Excerpts from a dataset
• • • •

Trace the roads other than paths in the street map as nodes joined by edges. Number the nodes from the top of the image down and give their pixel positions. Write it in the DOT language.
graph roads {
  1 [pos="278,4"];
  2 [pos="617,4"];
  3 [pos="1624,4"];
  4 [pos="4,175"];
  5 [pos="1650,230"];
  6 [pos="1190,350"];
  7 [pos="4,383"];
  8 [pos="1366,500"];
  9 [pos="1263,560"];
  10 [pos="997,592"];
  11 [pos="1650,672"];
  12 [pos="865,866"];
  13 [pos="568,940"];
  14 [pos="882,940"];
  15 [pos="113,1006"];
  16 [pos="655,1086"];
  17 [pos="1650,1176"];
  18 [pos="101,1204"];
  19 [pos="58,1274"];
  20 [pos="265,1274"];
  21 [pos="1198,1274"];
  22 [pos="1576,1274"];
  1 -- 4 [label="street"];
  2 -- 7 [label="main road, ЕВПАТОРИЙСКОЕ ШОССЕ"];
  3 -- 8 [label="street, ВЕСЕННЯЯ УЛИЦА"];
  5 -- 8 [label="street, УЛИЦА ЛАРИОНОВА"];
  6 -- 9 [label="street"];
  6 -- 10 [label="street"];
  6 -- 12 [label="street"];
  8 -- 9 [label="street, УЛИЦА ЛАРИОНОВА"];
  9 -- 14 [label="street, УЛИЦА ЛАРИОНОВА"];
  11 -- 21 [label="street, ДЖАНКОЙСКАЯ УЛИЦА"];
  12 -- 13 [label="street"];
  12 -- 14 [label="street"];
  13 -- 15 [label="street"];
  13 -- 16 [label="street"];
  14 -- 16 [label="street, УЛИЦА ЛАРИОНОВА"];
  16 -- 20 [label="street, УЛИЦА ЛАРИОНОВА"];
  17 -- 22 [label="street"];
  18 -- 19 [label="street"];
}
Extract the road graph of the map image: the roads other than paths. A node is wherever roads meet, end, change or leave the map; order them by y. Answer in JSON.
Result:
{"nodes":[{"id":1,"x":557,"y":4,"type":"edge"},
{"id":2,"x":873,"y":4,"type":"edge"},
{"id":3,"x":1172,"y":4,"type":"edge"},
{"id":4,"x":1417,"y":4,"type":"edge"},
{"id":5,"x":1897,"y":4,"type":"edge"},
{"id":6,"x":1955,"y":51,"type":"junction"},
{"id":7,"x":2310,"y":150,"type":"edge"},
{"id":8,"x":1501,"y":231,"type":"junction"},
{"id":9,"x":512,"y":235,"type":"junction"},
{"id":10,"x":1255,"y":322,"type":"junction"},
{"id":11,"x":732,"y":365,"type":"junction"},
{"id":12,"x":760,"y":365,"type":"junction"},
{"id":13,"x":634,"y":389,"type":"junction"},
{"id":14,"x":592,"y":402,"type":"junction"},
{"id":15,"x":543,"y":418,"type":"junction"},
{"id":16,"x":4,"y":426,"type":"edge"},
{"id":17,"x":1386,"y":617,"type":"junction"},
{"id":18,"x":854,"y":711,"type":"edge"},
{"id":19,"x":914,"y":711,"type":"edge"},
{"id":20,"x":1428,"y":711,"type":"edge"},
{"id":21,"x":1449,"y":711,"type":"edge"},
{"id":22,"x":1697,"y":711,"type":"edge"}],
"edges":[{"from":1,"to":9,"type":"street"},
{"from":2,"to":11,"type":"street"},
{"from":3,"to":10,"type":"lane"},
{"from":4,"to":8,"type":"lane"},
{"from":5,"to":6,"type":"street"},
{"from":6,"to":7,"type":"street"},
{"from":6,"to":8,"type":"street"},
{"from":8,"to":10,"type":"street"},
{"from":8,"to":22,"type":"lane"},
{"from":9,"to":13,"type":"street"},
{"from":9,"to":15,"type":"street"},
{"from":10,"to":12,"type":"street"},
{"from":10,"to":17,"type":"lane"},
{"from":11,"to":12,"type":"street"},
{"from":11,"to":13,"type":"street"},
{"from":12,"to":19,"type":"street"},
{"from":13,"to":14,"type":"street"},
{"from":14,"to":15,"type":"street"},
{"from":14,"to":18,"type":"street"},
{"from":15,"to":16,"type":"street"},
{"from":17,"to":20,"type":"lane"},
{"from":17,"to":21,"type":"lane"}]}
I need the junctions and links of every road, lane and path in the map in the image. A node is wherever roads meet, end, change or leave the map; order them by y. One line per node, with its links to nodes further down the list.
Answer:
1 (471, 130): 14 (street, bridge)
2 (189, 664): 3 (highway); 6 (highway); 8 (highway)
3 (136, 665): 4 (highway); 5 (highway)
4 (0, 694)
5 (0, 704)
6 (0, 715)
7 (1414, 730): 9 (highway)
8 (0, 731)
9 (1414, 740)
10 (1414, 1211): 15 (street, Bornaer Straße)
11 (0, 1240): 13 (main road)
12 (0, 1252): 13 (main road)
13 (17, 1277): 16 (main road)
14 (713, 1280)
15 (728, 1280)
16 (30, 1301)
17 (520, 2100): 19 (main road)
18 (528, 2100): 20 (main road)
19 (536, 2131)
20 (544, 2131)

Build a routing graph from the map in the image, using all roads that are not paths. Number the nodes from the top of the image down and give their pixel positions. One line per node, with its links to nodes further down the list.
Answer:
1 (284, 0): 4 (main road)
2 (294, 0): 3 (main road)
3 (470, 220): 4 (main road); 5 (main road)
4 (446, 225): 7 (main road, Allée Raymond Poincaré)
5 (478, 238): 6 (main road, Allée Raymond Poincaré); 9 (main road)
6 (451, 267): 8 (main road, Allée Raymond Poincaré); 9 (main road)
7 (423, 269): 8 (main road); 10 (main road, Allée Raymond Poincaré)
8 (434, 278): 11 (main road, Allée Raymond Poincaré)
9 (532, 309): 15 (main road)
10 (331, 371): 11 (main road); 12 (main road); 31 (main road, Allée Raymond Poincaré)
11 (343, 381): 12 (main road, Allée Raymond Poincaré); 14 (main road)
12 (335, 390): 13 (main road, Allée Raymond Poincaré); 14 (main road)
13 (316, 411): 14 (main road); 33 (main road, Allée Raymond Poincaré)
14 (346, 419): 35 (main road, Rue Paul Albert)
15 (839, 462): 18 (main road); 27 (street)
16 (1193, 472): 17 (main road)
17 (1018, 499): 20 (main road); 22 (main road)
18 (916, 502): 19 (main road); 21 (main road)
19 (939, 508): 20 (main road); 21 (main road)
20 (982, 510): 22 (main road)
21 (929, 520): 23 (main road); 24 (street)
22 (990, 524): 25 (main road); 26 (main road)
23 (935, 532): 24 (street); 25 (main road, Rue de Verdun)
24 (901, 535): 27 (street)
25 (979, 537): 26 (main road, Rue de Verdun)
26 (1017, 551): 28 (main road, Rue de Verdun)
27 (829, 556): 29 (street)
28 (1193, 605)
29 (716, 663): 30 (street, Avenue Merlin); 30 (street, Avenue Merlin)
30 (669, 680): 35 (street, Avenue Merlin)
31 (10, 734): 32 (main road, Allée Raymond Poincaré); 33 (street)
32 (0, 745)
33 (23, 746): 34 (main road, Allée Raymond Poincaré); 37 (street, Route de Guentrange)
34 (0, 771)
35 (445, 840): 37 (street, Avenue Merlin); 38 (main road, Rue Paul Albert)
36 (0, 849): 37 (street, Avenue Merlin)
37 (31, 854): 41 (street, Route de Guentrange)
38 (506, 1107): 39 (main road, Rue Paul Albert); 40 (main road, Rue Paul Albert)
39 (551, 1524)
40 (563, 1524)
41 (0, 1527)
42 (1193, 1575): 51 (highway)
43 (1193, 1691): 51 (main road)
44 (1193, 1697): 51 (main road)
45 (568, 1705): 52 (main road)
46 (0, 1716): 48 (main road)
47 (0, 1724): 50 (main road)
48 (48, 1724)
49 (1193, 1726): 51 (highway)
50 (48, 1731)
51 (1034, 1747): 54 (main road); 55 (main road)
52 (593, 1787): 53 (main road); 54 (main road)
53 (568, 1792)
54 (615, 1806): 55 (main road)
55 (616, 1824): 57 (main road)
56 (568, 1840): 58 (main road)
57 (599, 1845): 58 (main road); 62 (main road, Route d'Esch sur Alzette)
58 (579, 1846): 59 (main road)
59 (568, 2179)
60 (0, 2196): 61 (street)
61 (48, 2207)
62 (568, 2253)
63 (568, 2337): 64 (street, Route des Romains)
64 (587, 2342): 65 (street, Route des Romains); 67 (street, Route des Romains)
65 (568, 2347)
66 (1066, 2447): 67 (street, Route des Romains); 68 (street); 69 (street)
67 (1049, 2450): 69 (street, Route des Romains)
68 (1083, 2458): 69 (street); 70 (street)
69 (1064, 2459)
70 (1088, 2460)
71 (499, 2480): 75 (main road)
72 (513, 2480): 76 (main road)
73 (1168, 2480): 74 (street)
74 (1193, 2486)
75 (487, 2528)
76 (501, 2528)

• • • •

Filter the entries and copy out every line with the word "Merlin".

[Worked solution]
29 (716, 663): 30 (street, Avenue Merlin); 30 (street, Avenue Merlin)
30 (669, 680): 35 (street, Avenue Merlin)
35 (445, 840): 37 (street, Avenue Merlin); 38 (main road, Rue Paul Albert)
36 (0, 849): 37 (street, Avenue Merlin)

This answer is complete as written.